The film, based on a screenplay by Abi Morgan and Laura Jones, starts sometime in the spring and then moves through the fall -- the tragedy of 9/11, the after affects on the lives of Muslim immigrants in the UK, and ends later in winter. 

All the life occurrences -- births and one tragic death, are covered through flashbacks – as are Nazneen's sister Hasina's letters, which occupied a chunk of the middle section of the book.

And then there is the liaison between Nazneen and Karim (Christopher Simpson). Karim is a young, confident, sexy and handsome Bangladeshi man -- everything that Chanu is not. Above all, Karim pays attention to Nazneen. Everything about Nazneen's and Karim's relationship looks wrong, but the on-screen sexual chemistry between Chatterjee and Simpson makes it all feel right. 

The scenes between Nazneen and Karim do not involve any substantial nudity or lovemaking. But I can safely say that these are some of the hottest scenes ever played between two young South Asian actors.

Under Gavron's direction and the keen eye of her cinematographer Robbie Ryan, Chatterjee and Simpson play the forbidden afternoon games, their own Last Tango in Brick Lane, in a dark, curtained down and yet very colorful apartment. And Nazneen finally learns the meaning of falling in love and becoming a woman. 

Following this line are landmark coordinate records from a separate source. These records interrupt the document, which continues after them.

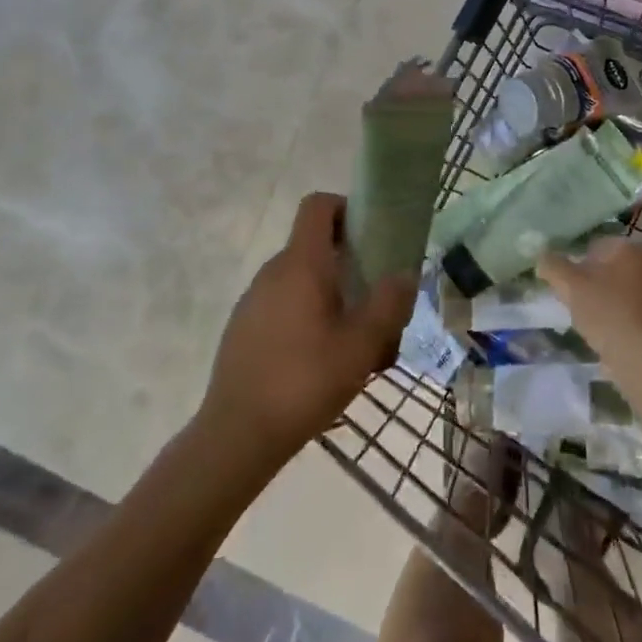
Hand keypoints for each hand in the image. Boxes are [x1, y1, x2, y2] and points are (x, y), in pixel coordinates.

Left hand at [200, 192, 416, 462]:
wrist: (237, 436)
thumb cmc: (305, 381)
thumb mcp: (362, 344)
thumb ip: (389, 303)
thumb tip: (405, 273)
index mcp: (301, 264)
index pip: (318, 206)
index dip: (346, 208)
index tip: (372, 236)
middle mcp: (272, 272)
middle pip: (316, 246)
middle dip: (351, 266)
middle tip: (377, 304)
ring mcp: (253, 301)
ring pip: (302, 282)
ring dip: (333, 298)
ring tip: (357, 344)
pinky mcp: (244, 329)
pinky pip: (284, 307)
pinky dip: (309, 319)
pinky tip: (323, 363)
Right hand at [537, 237, 641, 353]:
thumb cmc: (607, 311)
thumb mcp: (570, 284)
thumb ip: (552, 266)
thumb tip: (542, 258)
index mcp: (628, 248)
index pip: (592, 246)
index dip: (574, 264)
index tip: (565, 285)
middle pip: (604, 269)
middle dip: (587, 284)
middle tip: (573, 303)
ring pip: (615, 291)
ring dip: (599, 302)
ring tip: (587, 322)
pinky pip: (626, 311)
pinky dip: (614, 319)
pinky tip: (604, 335)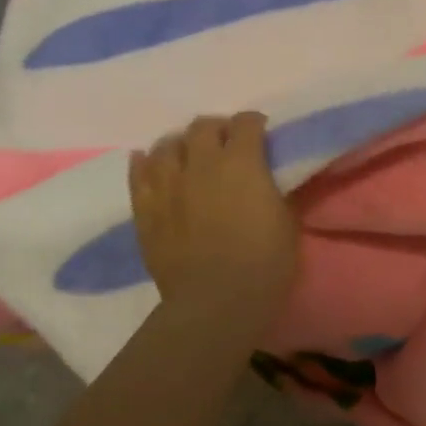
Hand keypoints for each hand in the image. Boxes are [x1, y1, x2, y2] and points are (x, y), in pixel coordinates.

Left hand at [128, 113, 299, 330]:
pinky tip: (150, 163)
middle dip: (217, 129)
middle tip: (226, 143)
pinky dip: (145, 163)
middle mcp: (201, 163)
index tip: (261, 133)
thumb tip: (267, 179)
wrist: (216, 302)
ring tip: (188, 154)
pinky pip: (138, 174)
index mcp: (242, 162)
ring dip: (181, 144)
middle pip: (203, 126)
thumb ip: (273, 190)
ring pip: (167, 145)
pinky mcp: (145, 209)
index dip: (254, 124)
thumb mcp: (286, 220)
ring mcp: (168, 185)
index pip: (246, 123)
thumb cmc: (265, 262)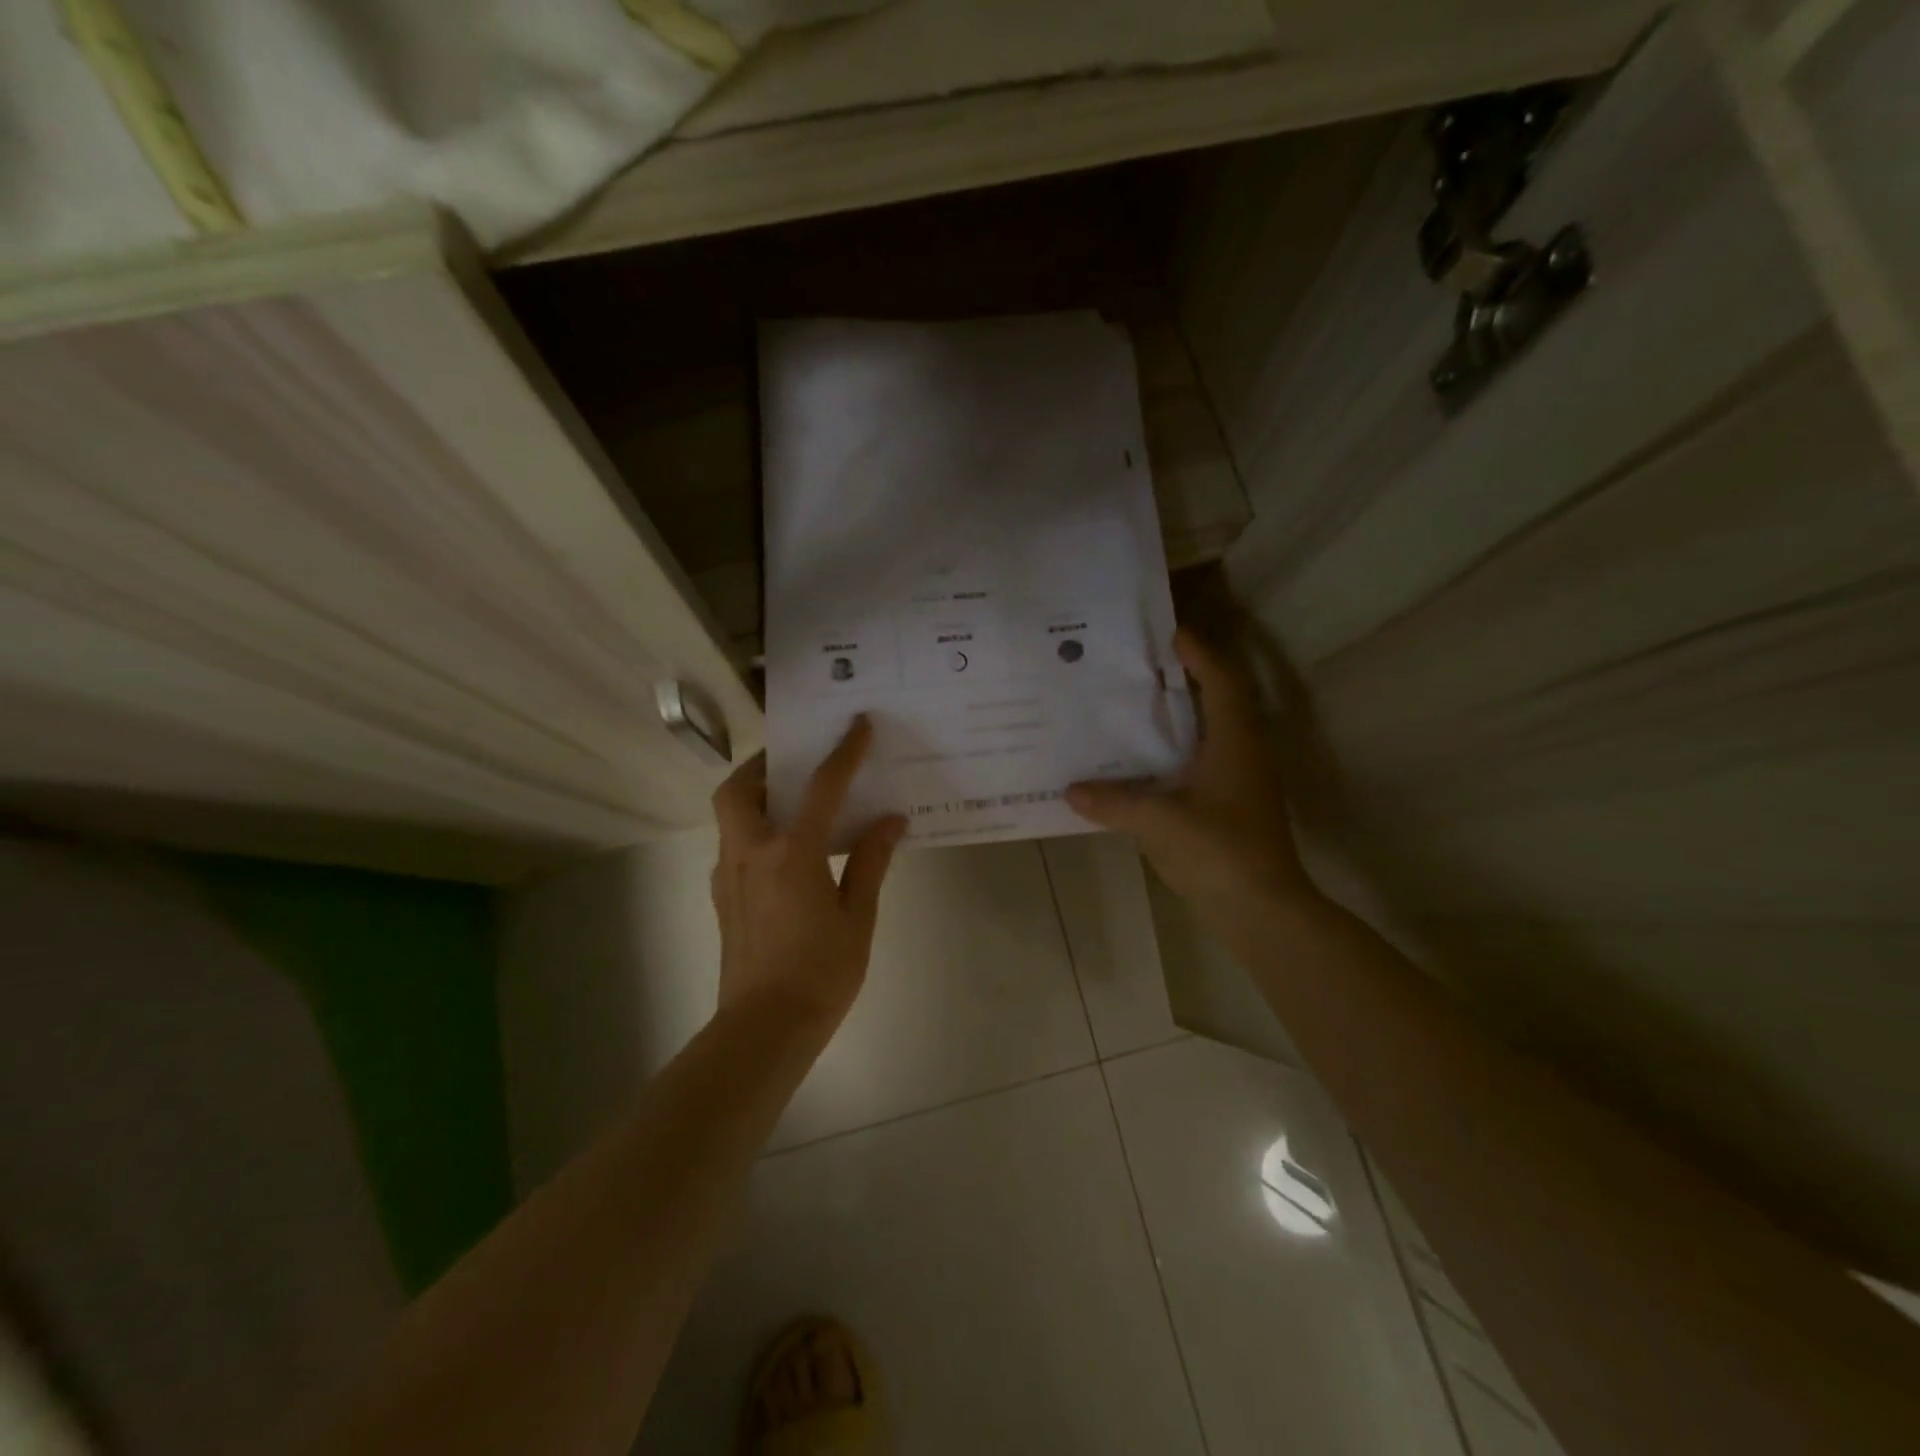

Credit also must go to Simon Elliott and Michael O'Conner -- the film's production and costume designers, and composer Jocelyn Pook (Stanley Kubrick's Eyes Wide Shut), who brought a lot of authenticity and emotional depth to the film through their colors, fabrics, music and sounds.

Brick Lane is Gavron's first feature length film. The filmmaker was trained at London's National Film and Television School. One of her teachers was Stephen Frears, who directed two of the classic South Asian immigrant stories set in London -- My Beautiful Launderette and Sammy and Rosie Get Laid, both based on scripts by Hanif Kureishi, and also the brilliant Dirty Pretty Things.  

It seems like Gavron has learnt a lot of good stuff from Frears -- especially his keen eye of capturing the subtle nuances, the joys, the sadness and sometimes the dark side of immigrant life. 

Mira Nair and Gurinder Chadha have directed very convincing South Asian immigrant experience stories in the US and the UK. But with Brick Lane, Gavron proves something else, just as Frears did with his two London-based South Asian sagas and Damian O'Donnell did with East is East. Brick Lane shows that a sensitive outsider can do an equal amount of justice to an immigrant story.

Brick Lane opens in the UK on November 17. Prince Charles and his wife Camilla are scheduled to attend the premiere. Sony Pictures Classic will release the film in the US next year. Plans are also underway to bring the film to India.